A: ‘Wat een geweldige oplossing. Zo wordt er veel minder voedsel weg gegooid.’
M: ‘Ja, en er is zelfs al een gel uitgevonden die kan voorkomen dat voedsel bederft. Doordat die gel schadelijke bacteriën aan kan vallen.’

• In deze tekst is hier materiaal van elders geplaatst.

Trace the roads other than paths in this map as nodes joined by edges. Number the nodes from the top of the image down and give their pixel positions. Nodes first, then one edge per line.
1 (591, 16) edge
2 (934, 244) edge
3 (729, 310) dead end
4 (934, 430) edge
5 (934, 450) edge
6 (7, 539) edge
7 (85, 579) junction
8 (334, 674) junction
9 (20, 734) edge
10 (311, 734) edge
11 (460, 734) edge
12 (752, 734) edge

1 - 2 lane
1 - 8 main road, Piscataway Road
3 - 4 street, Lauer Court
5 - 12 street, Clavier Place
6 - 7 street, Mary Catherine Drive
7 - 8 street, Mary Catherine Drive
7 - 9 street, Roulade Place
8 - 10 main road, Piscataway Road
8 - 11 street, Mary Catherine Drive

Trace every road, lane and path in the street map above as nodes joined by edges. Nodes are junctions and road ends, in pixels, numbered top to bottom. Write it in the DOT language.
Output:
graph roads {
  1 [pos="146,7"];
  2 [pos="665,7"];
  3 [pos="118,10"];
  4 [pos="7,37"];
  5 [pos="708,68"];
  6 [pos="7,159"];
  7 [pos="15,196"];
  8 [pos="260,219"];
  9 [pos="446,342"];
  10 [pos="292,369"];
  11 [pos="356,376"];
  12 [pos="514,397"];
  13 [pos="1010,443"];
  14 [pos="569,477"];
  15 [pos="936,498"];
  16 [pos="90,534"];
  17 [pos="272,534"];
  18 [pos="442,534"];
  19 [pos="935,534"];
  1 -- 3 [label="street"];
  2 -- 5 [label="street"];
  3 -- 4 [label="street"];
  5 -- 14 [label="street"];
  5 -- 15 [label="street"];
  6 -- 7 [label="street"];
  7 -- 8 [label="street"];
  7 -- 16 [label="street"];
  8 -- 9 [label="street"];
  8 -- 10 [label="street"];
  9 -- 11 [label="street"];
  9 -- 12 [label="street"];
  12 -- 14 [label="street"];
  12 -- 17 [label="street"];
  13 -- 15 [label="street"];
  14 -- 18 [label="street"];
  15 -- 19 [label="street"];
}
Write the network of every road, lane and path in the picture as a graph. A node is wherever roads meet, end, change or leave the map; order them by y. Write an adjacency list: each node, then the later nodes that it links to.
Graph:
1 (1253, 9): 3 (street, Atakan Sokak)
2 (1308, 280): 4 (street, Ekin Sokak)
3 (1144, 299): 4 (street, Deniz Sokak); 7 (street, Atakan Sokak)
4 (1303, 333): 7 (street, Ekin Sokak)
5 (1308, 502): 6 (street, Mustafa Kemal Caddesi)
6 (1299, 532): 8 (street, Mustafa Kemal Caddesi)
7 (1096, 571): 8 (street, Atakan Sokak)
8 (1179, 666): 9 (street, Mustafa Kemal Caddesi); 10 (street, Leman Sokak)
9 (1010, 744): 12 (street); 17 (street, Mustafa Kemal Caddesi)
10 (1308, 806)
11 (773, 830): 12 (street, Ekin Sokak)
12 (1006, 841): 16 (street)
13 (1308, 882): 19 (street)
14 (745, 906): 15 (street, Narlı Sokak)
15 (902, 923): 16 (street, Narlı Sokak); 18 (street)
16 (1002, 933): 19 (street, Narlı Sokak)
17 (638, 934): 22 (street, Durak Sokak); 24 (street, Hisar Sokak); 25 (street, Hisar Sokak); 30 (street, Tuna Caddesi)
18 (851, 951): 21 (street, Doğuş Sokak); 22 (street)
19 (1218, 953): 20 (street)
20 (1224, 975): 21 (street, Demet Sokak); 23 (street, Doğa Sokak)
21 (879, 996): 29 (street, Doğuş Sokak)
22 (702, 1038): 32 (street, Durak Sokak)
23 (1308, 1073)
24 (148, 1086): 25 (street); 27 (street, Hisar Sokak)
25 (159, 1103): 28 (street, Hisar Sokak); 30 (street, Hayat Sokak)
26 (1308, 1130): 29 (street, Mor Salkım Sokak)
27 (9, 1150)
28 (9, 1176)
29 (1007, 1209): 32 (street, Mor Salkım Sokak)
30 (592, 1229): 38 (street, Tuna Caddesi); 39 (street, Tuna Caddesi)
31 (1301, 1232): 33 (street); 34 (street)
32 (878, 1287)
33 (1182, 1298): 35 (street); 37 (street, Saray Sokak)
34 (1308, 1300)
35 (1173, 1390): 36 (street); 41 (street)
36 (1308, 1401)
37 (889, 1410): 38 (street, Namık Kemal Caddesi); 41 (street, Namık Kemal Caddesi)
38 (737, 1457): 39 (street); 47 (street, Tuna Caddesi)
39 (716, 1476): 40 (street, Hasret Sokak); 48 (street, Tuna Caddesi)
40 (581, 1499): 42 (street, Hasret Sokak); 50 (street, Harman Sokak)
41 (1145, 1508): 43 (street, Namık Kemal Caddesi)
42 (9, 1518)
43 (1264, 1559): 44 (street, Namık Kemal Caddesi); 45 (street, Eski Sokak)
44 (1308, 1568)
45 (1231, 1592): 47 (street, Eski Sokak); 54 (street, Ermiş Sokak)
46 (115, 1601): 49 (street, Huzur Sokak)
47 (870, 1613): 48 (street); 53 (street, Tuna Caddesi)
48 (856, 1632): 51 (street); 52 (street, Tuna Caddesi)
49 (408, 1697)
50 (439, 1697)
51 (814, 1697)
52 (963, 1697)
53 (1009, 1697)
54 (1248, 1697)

A: ‘Die gel houdt het bederven tegen?’
M: ‘Ja. Zoiets, denk ik.’
A: ‘Dat is interessant.’
M: ‘Niet dan? Misschien is het wel iets voor jou.’
A: ‘Voor mij? Omdat IK over datum ben? ’
M: ‘Nee, niet over datum. Maar je zit natuurlijk wel steeds dichter tegen je houdbaarheidsdatum aan.’
A: ‘Oh, leuk ben jij.’
M: ‘Niet dan?’
A: ‘Ja, heel geestig. Je bent zeker wakker geworden met je grapjas aan?’
M: ‘Hahaha, nee, mam. Je weet toch zelf wel dat je er nog super goed uit ziet voor je leeftijd. Hoe oud ben je nou? Richting zeventig. Oh nee, zestig. Wat is het nou? Hahah.’
A: ‘Nou, ik ben blij dat je lol hebt. Maar jij kan mij de kop niet gek maken, hoor. Ik vind ouder worden helemaal niet erg. Weet je wat ik pas erg vindt?’
M: ‘Nou?’
A: ‘Dat ik geen melk heb voor in de koffie.’
M: ‘Ach ouwe, dan doen we toch gewoon een espressootje? Ook gezellig.’